09 November 2011
By Kounteya Sinha
A national health regulatory body is a must to rein in the greed of truant medical institutions, say public health experts
It’s been over a month since Romina Nabil arrived in India from Karachi after selling off her ancestral property to pay for her liver transplant. Every day, she visited a multi–speciality hospital in Gurgaon where she was told to undergo fresh pathological tests.
Having running out of money and patience, Romina even threatened to shift to a different hospital for the surgery. But found to her horror that the contract she signed with the hospital clearly stated she could not seek care anywhere else since the hospital in question had arranged for her visa. Almost a month and a half later, she finally got operated. A week after that when she was ready to be discharged, she was handed a bill of Rs 5 lakh even though she was told her package would not cross Rs 2 lakh. What’s worse, she was handed an additional bill of Rs 1 lakh with the hospital calling it the “lifetime check–up fee”.
Romina returned to Pakistan with a functional liver but neck–deep in debt. Undergoing the surgery was the easy part. Dealing with fake promises and heartless hospital staff was far worse.
Romina isn’t a one–off example. Thousands of patients in India face the same harassment everyday. With no upper limit to medical costs and no honest word on what procedures a patient actually needs and what is being recommended purely for financial gain, India’s health sector, specially privately run hospitals, are coming under serious scrutiny.

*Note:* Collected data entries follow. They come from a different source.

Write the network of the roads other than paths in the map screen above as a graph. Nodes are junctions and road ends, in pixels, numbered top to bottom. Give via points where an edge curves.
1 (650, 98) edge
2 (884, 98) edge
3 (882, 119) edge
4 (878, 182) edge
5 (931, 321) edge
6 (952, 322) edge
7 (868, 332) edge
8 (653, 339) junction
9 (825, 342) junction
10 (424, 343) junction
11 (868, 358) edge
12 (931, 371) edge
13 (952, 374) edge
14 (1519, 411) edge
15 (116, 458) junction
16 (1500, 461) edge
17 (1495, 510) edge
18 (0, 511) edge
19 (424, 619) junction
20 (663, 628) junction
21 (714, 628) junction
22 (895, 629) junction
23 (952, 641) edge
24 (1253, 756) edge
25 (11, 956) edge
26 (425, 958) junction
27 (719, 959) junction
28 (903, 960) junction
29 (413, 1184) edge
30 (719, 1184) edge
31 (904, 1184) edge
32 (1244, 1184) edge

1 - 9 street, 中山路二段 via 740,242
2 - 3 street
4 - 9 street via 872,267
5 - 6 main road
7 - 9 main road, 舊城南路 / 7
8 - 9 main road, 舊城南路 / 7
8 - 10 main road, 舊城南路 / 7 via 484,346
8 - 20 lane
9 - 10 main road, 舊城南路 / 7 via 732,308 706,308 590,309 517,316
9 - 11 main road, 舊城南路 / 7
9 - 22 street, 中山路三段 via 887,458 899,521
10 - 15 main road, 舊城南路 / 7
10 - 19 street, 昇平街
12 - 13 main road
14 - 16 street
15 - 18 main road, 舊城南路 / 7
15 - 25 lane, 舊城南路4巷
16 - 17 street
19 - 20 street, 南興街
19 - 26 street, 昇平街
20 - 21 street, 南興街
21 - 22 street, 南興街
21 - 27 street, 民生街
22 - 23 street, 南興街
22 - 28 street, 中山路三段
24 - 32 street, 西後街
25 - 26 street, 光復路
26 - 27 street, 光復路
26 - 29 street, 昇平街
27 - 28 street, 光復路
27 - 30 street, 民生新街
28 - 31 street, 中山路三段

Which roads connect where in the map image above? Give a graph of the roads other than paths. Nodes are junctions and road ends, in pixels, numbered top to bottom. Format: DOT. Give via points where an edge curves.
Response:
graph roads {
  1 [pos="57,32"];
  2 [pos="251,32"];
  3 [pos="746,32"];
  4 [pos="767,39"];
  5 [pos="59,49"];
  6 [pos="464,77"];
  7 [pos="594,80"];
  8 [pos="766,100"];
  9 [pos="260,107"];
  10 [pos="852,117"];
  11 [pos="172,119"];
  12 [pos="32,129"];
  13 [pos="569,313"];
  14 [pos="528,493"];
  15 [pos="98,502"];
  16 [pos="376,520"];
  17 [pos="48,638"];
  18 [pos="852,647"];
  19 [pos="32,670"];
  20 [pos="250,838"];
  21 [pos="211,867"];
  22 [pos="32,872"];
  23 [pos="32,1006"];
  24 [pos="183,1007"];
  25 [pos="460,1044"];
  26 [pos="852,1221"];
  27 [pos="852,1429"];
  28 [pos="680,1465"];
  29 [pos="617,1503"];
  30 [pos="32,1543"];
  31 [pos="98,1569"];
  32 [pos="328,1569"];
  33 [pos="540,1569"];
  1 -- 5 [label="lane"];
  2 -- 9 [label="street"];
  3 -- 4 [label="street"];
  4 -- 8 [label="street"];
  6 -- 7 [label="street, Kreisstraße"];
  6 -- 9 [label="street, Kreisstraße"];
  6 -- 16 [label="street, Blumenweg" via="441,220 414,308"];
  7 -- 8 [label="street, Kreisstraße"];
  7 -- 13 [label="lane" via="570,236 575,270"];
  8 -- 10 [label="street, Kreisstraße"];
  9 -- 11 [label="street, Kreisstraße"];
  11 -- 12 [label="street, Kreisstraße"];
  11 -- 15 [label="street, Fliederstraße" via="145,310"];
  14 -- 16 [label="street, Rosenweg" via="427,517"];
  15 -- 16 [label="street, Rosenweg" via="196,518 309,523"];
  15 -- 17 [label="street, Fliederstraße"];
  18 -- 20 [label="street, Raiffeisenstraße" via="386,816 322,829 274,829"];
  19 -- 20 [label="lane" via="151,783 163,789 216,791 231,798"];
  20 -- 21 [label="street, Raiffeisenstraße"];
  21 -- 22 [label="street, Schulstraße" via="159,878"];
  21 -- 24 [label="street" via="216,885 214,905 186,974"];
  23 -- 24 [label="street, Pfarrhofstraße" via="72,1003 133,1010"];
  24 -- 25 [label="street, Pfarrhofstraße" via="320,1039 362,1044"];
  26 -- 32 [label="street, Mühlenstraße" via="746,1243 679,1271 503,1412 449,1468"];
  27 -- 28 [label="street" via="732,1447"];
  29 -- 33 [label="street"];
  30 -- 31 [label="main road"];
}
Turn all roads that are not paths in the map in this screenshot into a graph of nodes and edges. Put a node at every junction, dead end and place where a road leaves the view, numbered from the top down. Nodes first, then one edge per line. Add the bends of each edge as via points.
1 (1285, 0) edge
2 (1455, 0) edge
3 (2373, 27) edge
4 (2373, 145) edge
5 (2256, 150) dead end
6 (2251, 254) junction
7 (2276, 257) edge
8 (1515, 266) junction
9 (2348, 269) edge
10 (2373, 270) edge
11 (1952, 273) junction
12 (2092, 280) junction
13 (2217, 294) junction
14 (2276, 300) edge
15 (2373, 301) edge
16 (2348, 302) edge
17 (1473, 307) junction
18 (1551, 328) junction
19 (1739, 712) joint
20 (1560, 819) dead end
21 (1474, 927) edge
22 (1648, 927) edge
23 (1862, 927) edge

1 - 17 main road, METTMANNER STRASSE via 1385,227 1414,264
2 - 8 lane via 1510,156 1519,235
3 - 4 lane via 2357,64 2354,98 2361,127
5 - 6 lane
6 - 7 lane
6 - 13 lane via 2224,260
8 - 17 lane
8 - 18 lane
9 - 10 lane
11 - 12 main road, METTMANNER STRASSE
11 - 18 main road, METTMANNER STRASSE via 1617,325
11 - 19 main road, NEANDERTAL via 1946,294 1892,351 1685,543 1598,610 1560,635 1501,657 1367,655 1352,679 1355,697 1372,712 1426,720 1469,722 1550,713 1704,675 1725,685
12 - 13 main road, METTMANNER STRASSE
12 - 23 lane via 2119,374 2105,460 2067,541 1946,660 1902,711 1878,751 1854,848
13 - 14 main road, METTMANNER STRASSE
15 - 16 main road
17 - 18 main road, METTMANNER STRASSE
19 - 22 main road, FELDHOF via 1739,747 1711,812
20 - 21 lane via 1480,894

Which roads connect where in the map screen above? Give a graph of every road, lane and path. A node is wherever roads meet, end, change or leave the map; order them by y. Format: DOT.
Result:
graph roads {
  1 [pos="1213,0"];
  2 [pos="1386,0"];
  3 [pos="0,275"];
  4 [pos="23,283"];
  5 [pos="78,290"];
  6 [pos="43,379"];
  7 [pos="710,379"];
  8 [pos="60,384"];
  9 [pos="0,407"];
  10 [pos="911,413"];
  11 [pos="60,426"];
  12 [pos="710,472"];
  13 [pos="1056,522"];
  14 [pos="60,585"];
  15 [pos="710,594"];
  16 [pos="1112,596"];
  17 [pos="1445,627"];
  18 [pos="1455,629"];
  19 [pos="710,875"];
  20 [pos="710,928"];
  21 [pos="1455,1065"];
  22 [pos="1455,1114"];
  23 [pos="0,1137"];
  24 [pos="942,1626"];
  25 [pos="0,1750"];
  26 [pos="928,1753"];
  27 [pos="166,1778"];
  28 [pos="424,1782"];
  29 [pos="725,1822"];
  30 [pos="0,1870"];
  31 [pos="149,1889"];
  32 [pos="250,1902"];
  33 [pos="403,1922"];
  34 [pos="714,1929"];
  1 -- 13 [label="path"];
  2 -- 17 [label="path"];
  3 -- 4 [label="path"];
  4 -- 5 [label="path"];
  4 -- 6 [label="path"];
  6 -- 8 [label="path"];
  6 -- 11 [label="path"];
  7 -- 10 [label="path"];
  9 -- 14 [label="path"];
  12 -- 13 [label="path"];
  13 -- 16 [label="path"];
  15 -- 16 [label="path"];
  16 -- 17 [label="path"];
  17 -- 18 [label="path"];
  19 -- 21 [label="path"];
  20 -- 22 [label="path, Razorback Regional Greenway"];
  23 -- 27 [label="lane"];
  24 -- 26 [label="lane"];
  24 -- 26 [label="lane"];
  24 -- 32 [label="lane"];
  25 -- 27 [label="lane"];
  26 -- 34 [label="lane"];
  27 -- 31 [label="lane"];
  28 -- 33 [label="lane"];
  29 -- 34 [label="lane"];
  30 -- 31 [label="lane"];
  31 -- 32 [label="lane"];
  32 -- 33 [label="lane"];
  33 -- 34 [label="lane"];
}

This has made the Planning Commission’s all–powerful group on health suggest putting in place a patients’ charter of rights including ethical standards. According to the panel, India immediately needs a new National Health Regulatory and Development Authority (NHRDA) that will monitor and enforce essential healthcare regulations to control entry, quality, quantity and price.
The recommendation is to set up the NHRDA which will be statutorily empowered to regulate and monitor/audit both the public and the private sectors and ensure enforcement and redressal.
The panel’s latest report, exclusively available with TOI–Crest, says the NHRDA will be linked to the Ministry of Health and Family Welfare — independent, (similar to the office of Governor, RBI vis a vis the ministry of finance) and will have strong statutory powers to regulate the healthcare sector.
According to Dr K Srinath Reddy, who heads the panel and is president of the Public Health Foundation of India, this regulatory and development body will be responsible for overseeing and enforcing contracts for public and private providers, accreditation of all health providers, preparing and enforcing standards for facilities, staff, scope, access, quality and rationality of services and costs of care with clear norms for payment. The NHRDA will also ensure adherence to standard protocol for treatment with involvement of professional organisations, establish a system of regular audit of prescriptions and inpatient records and death audits.
Dr Reddy told TOI–Crest that the NHRDA will be supported at the state level by State Health Regulatory and Development Authorities (SHRDA). The entry of states into the Universal Health Care system will be predicated on their setting up SHRDAs with powers determined uniformly across all states. Dr Reddy says there will be Ombudsperson offices operating under the Authority at the state level which would be responsible for enforcing the patients’ charter of rights including ethical standards.
The work of the Authority, including the Ombudsperson, will be backed up by Health System Evaluation Units. These units will be staffed by public health specialists and data management experts who will draw on external expertise as well as volunteers who can support the gathering of data and evidence.